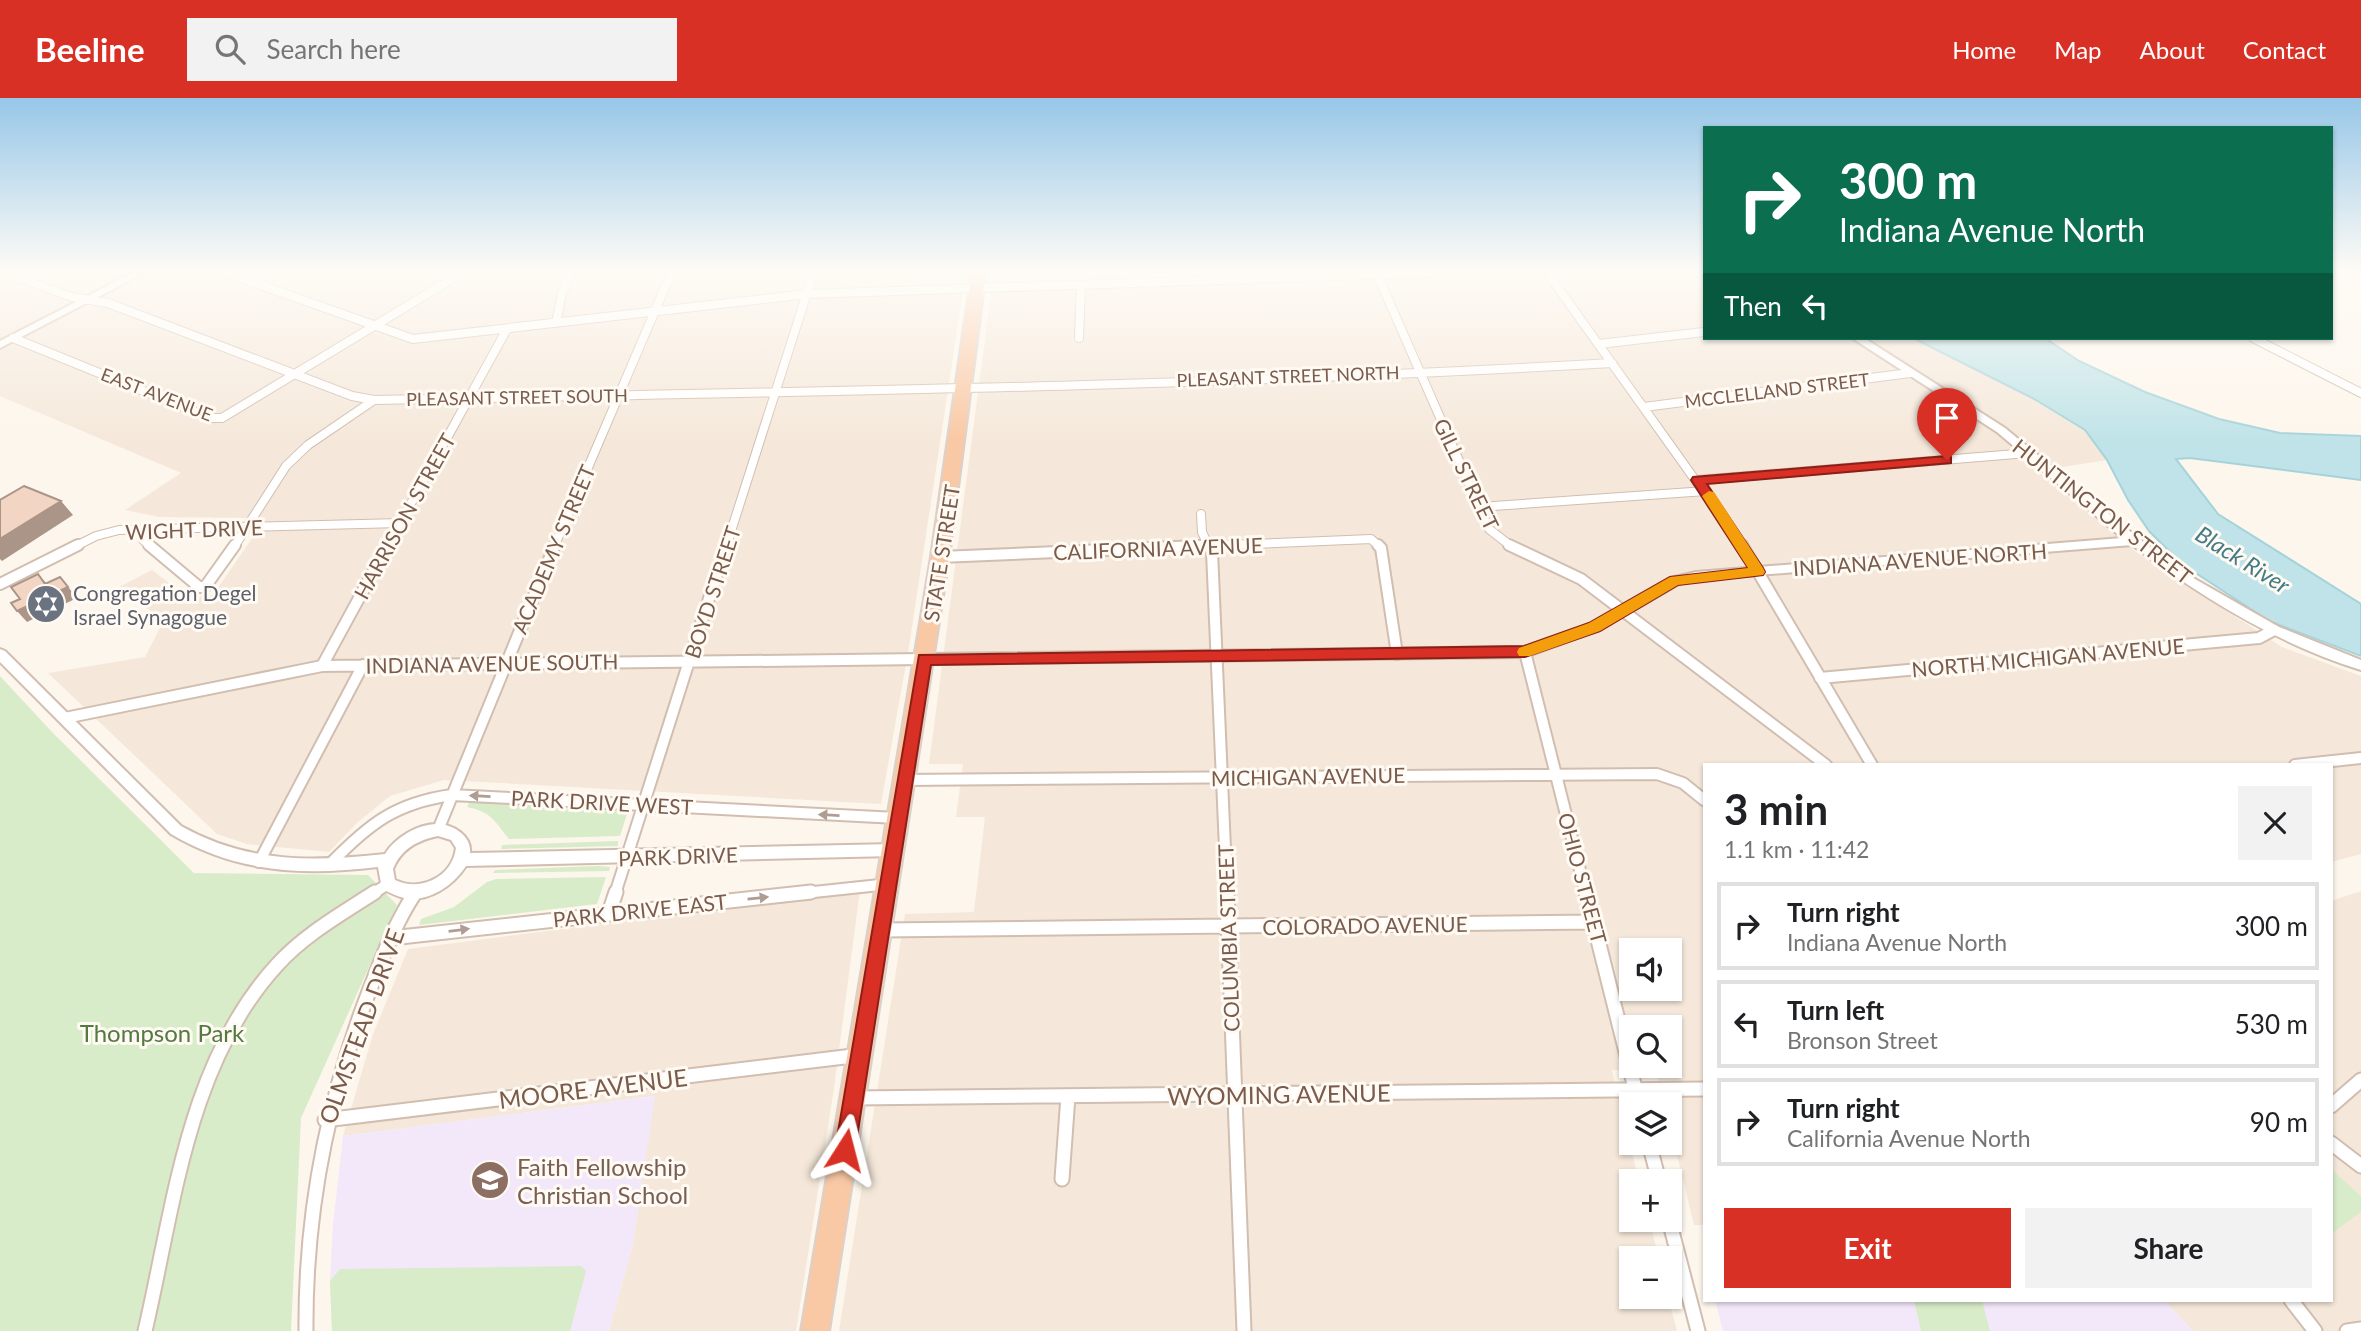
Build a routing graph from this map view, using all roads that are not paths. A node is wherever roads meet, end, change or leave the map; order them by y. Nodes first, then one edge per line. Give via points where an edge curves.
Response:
1 (31, 329) edge
2 (174, 329) edge
3 (371, 329) edge
4 (382, 329) edge
5 (507, 329) junction
6 (511, 329) edge
7 (647, 329) edge
8 (796, 329) edge
9 (972, 329) edge
10 (1079, 329) edge
11 (1400, 329) edge
12 (1588, 329) edge
13 (1703, 332) edge
14 (13, 338) junction
15 (1079, 338) dead end
16 (1860, 340) edge
17 (2257, 340) edge
18 (1599, 344) junction
19 (0, 345) edge
20 (1612, 363) junction
21 (1418, 371) junction
22 (1910, 373) junction
23 (295, 375) junction
24 (965, 388) junction
25 (776, 392) junction
26 (2361, 393) edge
27 (618, 396) junction
28 (470, 398) junction
29 (374, 400) junction
30 (1644, 407) junction
31 (2028, 453) junction
32 (1698, 480) junction
33 (1706, 491) junction
34 (1479, 508) junction
35 (1201, 514) dead end
36 (400, 523) junction
37 (247, 526) junction
38 (149, 528) junction
39 (2134, 541) junction
40 (1209, 546) junction
41 (940, 557) junction
42 (1758, 572) junction
43 (0, 584) edge
44 (1622, 611) junction
45 (2274, 630) junction
46 (1525, 652) junction
47 (0, 654) edge
48 (1397, 654) junction
49 (1217, 656) junction
50 (924, 659) junction
51 (690, 660) junction
52 (505, 662) junction
53 (363, 665) junction
54 (323, 666) junction
55 (2361, 666) edge
56 (1820, 678) junction
57 (65, 718) junction
58 (2361, 758) edge
59 (1823, 763) edge
60 (1871, 763) edge
61 (2314, 763) edge
62 (1556, 774) junction
63 (1222, 777) junction
64 (904, 780) junction
65 (452, 795) junction
66 (1703, 799) edge
67 (643, 804) junction
68 (897, 818) junction
69 (438, 830) junction
70 (894, 850) junction
71 (626, 858) junction
72 (388, 860) junction
73 (463, 860) junction
74 (258, 862) junction
75 (330, 864) junction
76 (388, 884) junction
77 (889, 884) junction
78 (415, 893) junction
79 (609, 913) junction
80 (1595, 922) junction
81 (1228, 927) junction
82 (882, 930) junction
83 (391, 938) junction
84 (861, 1055) junction
85 (2361, 1080) edge
86 (1703, 1089) edge
87 (1635, 1090) junction
88 (1234, 1095) junction
89 (1068, 1096) junction
90 (853, 1098) junction
91 (2333, 1104) edge
92 (326, 1120) junction
93 (2333, 1145) edge
94 (2361, 1166) edge
95 (1062, 1179) dead end
96 (1672, 1232) edge
97 (2293, 1302) edge
98 (2361, 1329) edge
99 (145, 1331) edge
100 (306, 1331) edge
101 (816, 1331) edge
102 (1244, 1331) edge
103 (1698, 1331) edge
104 (2315, 1331) edge
105 (2347, 1331) edge

1 - 14 street
2 - 23 street, PLEASANT STREET SOUTH
3 - 23 street
4 - 5 street via 413,339
5 - 6 street
5 - 28 street, HARRISON STREET
7 - 27 street, ACADEMY STREET
8 - 25 street, BOYD STREET
9 - 24 highway, STATE STREET
10 - 15 street
11 - 21 street, GILL STREET
12 - 18 street
13 - 18 street
14 - 19 street
14 - 23 street, EAST AVENUE via 210,418 222,418
16 - 22 street, HUNTINGTON STREET
17 - 26 street
18 - 20 street
20 - 21 street, PLEASANT STREET NORTH
20 - 30 street
21 - 24 street, PLEASANT STREET NORTH
21 - 34 street, GILL STREET
22 - 30 street, MCCLELLAND STREET
22 - 31 street, HUNTINGTON STREET via 1983,417
23 - 29 street, PLEASANT STREET SOUTH
24 - 25 street, PLEASANT STREET SOUTH
24 - 41 highway, STATE STREET
25 - 27 street, PLEASANT STREET SOUTH
25 - 51 street, BOYD STREET
27 - 28 street, PLEASANT STREET SOUTH
27 - 52 street, ACADEMY STREET
28 - 29 street, PLEASANT STREET SOUTH
28 - 36 street, HARRISON STREET
29 - 37 street via 301,451
30 - 32 street
31 - 32 street
31 - 39 street, HUNTINGTON STREET
32 - 33 street
33 - 34 street
33 - 42 street
34 - 44 street, GILL STREET via 1500,540 1581,579
35 - 40 street, COLUMBIA STREET
36 - 37 street, WIGHT DRIVE
36 - 54 street, HARRISON STREET
37 - 38 street, WIGHT DRIVE
37 - 38 street via 210,583 199,587 143,540
38 - 43 street, WIGHT DRIVE via 96,536
39 - 42 street, INDIANA AVENUE NORTH
39 - 45 street, HUNTINGTON STREET via 2184,578
40 - 41 street, CALIFORNIA AVENUE
40 - 48 street, CALIFORNIA AVENUE via 1375,541 1381,548
40 - 49 street, COLUMBIA STREET
41 - 50 highway, STATE STREET
42 - 44 street, INDIANA AVENUE NORTH via 1675,581
42 - 56 street
44 - 46 street, INDIANA AVENUE NORTH via 1594,627
44 - 59 street, GILL STREET
45 - 55 street, HUNTINGTON STREET
45 - 56 street, NORTH MICHIGAN AVENUE via 2259,638
46 - 48 street, INDIANA AVENUE NORTH
46 - 62 street, OHIO STREET
47 - 57 street
48 - 49 street, INDIANA AVENUE NORTH
49 - 50 street, INDIANA AVENUE NORTH
49 - 63 street, COLUMBIA STREET
50 - 51 street, INDIANA AVENUE SOUTH
50 - 64 highway, STATE STREET
51 - 52 street, INDIANA AVENUE SOUTH
51 - 67 street, BOYD STREET
52 - 53 street, INDIANA AVENUE SOUTH
52 - 65 street, ACADEMY STREET
53 - 54 street, INDIANA AVENUE SOUTH
53 - 74 street
54 - 57 street, INDIANA AVENUE SOUTH
56 - 60 street
57 - 74 street via 176,831 215,852
58 - 61 street
62 - 63 street, MICHIGAN AVENUE
62 - 66 street, MICHIGAN AVENUE via 1657,774 1688,785
62 - 80 street, OHIO STREET
63 - 64 street, MICHIGAN AVENUE
63 - 81 street, COLUMBIA STREET
64 - 68 highway, STATE STREET
67 -> 65 street, PARK DRIVE WEST
65 - 69 street, ACADEMY STREET
65 - 75 street, PARK DRIVE WEST via 417,800 385,813
68 -> 67 street, PARK DRIVE WEST
67 - 71 street, BOYD STREET
68 - 70 highway, STATE STREET
69 - 72 street via 414,836
69 - 73 street via 458,836 465,851
70 - 71 street, PARK DRIVE
70 - 77 highway, STATE STREET
71 - 73 street, PARK DRIVE
71 - 79 street, BOYD STREET
72 - 75 street
72 - 76 street
73 - 78 street via 449,878
74 - 75 street
76 - 78 street
76 - 99 street via 306,939 277,965 240,1016 203,1093
79 -> 77 street, PARK DRIVE EAST
77 - 82 highway, STATE STREET
78 - 83 street, OLMSTEAD DRIVE
83 -> 79 street, PARK DRIVE EAST
80 - 81 street, COLORADO AVENUE
80 - 87 street, OHIO STREET
81 - 82 street, COLORADO AVENUE
81 - 88 street, COLUMBIA STREET
82 - 84 highway, STATE STREET
83 - 92 street, OLMSTEAD DRIVE
84 - 90 highway, STATE STREET
84 - 92 street, MOORE AVENUE
85 - 91 street
86 - 87 street, WYOMING AVENUE
87 - 88 street, WYOMING AVENUE
88 - 89 street, WYOMING AVENUE
88 - 102 street, COLUMBIA STREET
89 - 90 street, WYOMING AVENUE
89 - 95 street
90 - 101 highway, STATE STREET
92 - 100 street, OLMSTEAD DRIVE via 309,1222
93 - 94 street
96 - 103 street
97 - 104 street
98 - 105 street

======

GOAL OF THE EXERCISE:
Reproduce every entry exactly, but omit each picture.

ANSWER SECTION:
Build a routing graph from this map view, using all roads that are not paths. A node is wherever roads meet, end, change or leave the map; order them by y. Nodes first, then one edge per line. Give via points where an edge curves.
Response:
1 (31, 329) edge
2 (174, 329) edge
3 (371, 329) edge
4 (382, 329) edge
5 (507, 329) junction
6 (511, 329) edge
7 (647, 329) edge
8 (796, 329) edge
9 (972, 329) edge
10 (1079, 329) edge
11 (1400, 329) edge
12 (1588, 329) edge
13 (1703, 332) edge
14 (13, 338) junction
15 (1079, 338) dead end
16 (1860, 340) edge
17 (2257, 340) edge
18 (1599, 344) junction
19 (0, 345) edge
20 (1612, 363) junction
21 (1418, 371) junction
22 (1910, 373) junction
23 (295, 375) junction
24 (965, 388) junction
25 (776, 392) junction
26 (2361, 393) edge
27 (618, 396) junction
28 (470, 398) junction
29 (374, 400) junction
30 (1644, 407) junction
31 (2028, 453) junction
32 (1698, 480) junction
33 (1706, 491) junction
34 (1479, 508) junction
35 (1201, 514) dead end
36 (400, 523) junction
37 (247, 526) junction
38 (149, 528) junction
39 (2134, 541) junction
40 (1209, 546) junction
41 (940, 557) junction
42 (1758, 572) junction
43 (0, 584) edge
44 (1622, 611) junction
45 (2274, 630) junction
46 (1525, 652) junction
47 (0, 654) edge
48 (1397, 654) junction
49 (1217, 656) junction
50 (924, 659) junction
51 (690, 660) junction
52 (505, 662) junction
53 (363, 665) junction
54 (323, 666) junction
55 (2361, 666) edge
56 (1820, 678) junction
57 (65, 718) junction
58 (2361, 758) edge
59 (1823, 763) edge
60 (1871, 763) edge
61 (2314, 763) edge
62 (1556, 774) junction
63 (1222, 777) junction
64 (904, 780) junction
65 (452, 795) junction
66 (1703, 799) edge
67 (643, 804) junction
68 (897, 818) junction
69 (438, 830) junction
70 (894, 850) junction
71 (626, 858) junction
72 (388, 860) junction
73 (463, 860) junction
74 (258, 862) junction
75 (330, 864) junction
76 (388, 884) junction
77 (889, 884) junction
78 (415, 893) junction
79 (609, 913) junction
80 (1595, 922) junction
81 (1228, 927) junction
82 (882, 930) junction
83 (391, 938) junction
84 (861, 1055) junction
85 (2361, 1080) edge
86 (1703, 1089) edge
87 (1635, 1090) junction
88 (1234, 1095) junction
89 (1068, 1096) junction
90 (853, 1098) junction
91 (2333, 1104) edge
92 (326, 1120) junction
93 (2333, 1145) edge
94 (2361, 1166) edge
95 (1062, 1179) dead end
96 (1672, 1232) edge
97 (2293, 1302) edge
98 (2361, 1329) edge
99 (145, 1331) edge
100 (306, 1331) edge
101 (816, 1331) edge
102 (1244, 1331) edge
103 (1698, 1331) edge
104 (2315, 1331) edge
105 (2347, 1331) edge

1 - 14 street
2 - 23 street, PLEASANT STREET SOUTH
3 - 23 street
4 - 5 street via 413,339
5 - 6 street
5 - 28 street, HARRISON STREET
7 - 27 street, ACADEMY STREET
8 - 25 street, BOYD STREET
9 - 24 highway, STATE STREET
10 - 15 street
11 - 21 street, GILL STREET
12 - 18 street
13 - 18 street
14 - 19 street
14 - 23 street, EAST AVENUE via 210,418 222,418
16 - 22 street, HUNTINGTON STREET
17 - 26 street
18 - 20 street
20 - 21 street, PLEASANT STREET NORTH
20 - 30 street
21 - 24 street, PLEASANT STREET NORTH
21 - 34 street, GILL STREET
22 - 30 street, MCCLELLAND STREET
22 - 31 street, HUNTINGTON STREET via 1983,417
23 - 29 street, PLEASANT STREET SOUTH
24 - 25 street, PLEASANT STREET SOUTH
24 - 41 highway, STATE STREET
25 - 27 street, PLEASANT STREET SOUTH
25 - 51 street, BOYD STREET
27 - 28 street, PLEASANT STREET SOUTH
27 - 52 street, ACADEMY STREET
28 - 29 street, PLEASANT STREET SOUTH
28 - 36 street, HARRISON STREET
29 - 37 street via 301,451
30 - 32 street
31 - 32 street
31 - 39 street, HUNTINGTON STREET
32 - 33 street
33 - 34 street
33 - 42 street
34 - 44 street, GILL STREET via 1500,540 1581,579
35 - 40 street, COLUMBIA STREET
36 - 37 street, WIGHT DRIVE
36 - 54 street, HARRISON STREET
37 - 38 street, WIGHT DRIVE
37 - 38 street via 210,583 199,587 143,540
38 - 43 street, WIGHT DRIVE via 96,536
39 - 42 street, INDIANA AVENUE NORTH
39 - 45 street, HUNTINGTON STREET via 2184,578
40 - 41 street, CALIFORNIA AVENUE
40 - 48 street, CALIFORNIA AVENUE via 1375,541 1381,548
40 - 49 street, COLUMBIA STREET
41 - 50 highway, STATE STREET
42 - 44 street, INDIANA AVENUE NORTH via 1675,581
42 - 56 street
44 - 46 street, INDIANA AVENUE NORTH via 1594,627
44 - 59 street, GILL STREET
45 - 55 street, HUNTINGTON STREET
45 - 56 street, NORTH MICHIGAN AVENUE via 2259,638
46 - 48 street, INDIANA AVENUE NORTH
46 - 62 street, OHIO STREET
47 - 57 street
48 - 49 street, INDIANA AVENUE NORTH
49 - 50 street, INDIANA AVENUE NORTH
49 - 63 street, COLUMBIA STREET
50 - 51 street, INDIANA AVENUE SOUTH
50 - 64 highway, STATE STREET
51 - 52 street, INDIANA AVENUE SOUTH
51 - 67 street, BOYD STREET
52 - 53 street, INDIANA AVENUE SOUTH
52 - 65 street, ACADEMY STREET
53 - 54 street, INDIANA AVENUE SOUTH
53 - 74 street
54 - 57 street, INDIANA AVENUE SOUTH
56 - 60 street
57 - 74 street via 176,831 215,852
58 - 61 street
62 - 63 street, MICHIGAN AVENUE
62 - 66 street, MICHIGAN AVENUE via 1657,774 1688,785
62 - 80 street, OHIO STREET
63 - 64 street, MICHIGAN AVENUE
63 - 81 street, COLUMBIA STREET
64 - 68 highway, STATE STREET
67 -> 65 street, PARK DRIVE WEST
65 - 69 street, ACADEMY STREET
65 - 75 street, PARK DRIVE WEST via 417,800 385,813
68 -> 67 street, PARK DRIVE WEST
67 - 71 street, BOYD STREET
68 - 70 highway, STATE STREET
69 - 72 street via 414,836
69 - 73 street via 458,836 465,851
70 - 71 street, PARK DRIVE
70 - 77 highway, STATE STREET
71 - 73 street, PARK DRIVE
71 - 79 street, BOYD STREET
72 - 75 street
72 - 76 street
73 - 78 street via 449,878
74 - 75 street
76 - 78 street
76 - 99 street via 306,939 277,965 240,1016 203,1093
79 -> 77 street, PARK DRIVE EAST
77 - 82 highway, STATE STREET
78 - 83 street, OLMSTEAD DRIVE
83 -> 79 street, PARK DRIVE EAST
80 - 81 street, COLORADO AVENUE
80 - 87 street, OHIO STREET
81 - 82 street, COLORADO AVENUE
81 - 88 street, COLUMBIA STREET
82 - 84 highway, STATE STREET
83 - 92 street, OLMSTEAD DRIVE
84 - 90 highway, STATE STREET
84 - 92 street, MOORE AVENUE
85 - 91 street
86 - 87 street, WYOMING AVENUE
87 - 88 street, WYOMING AVENUE
88 - 89 street, WYOMING AVENUE
88 - 102 street, COLUMBIA STREET
89 - 90 street, WYOMING AVENUE
89 - 95 street
90 - 101 highway, STATE STREET
92 - 100 street, OLMSTEAD DRIVE via 309,1222
93 - 94 street
96 - 103 street
97 - 104 street
98 - 105 street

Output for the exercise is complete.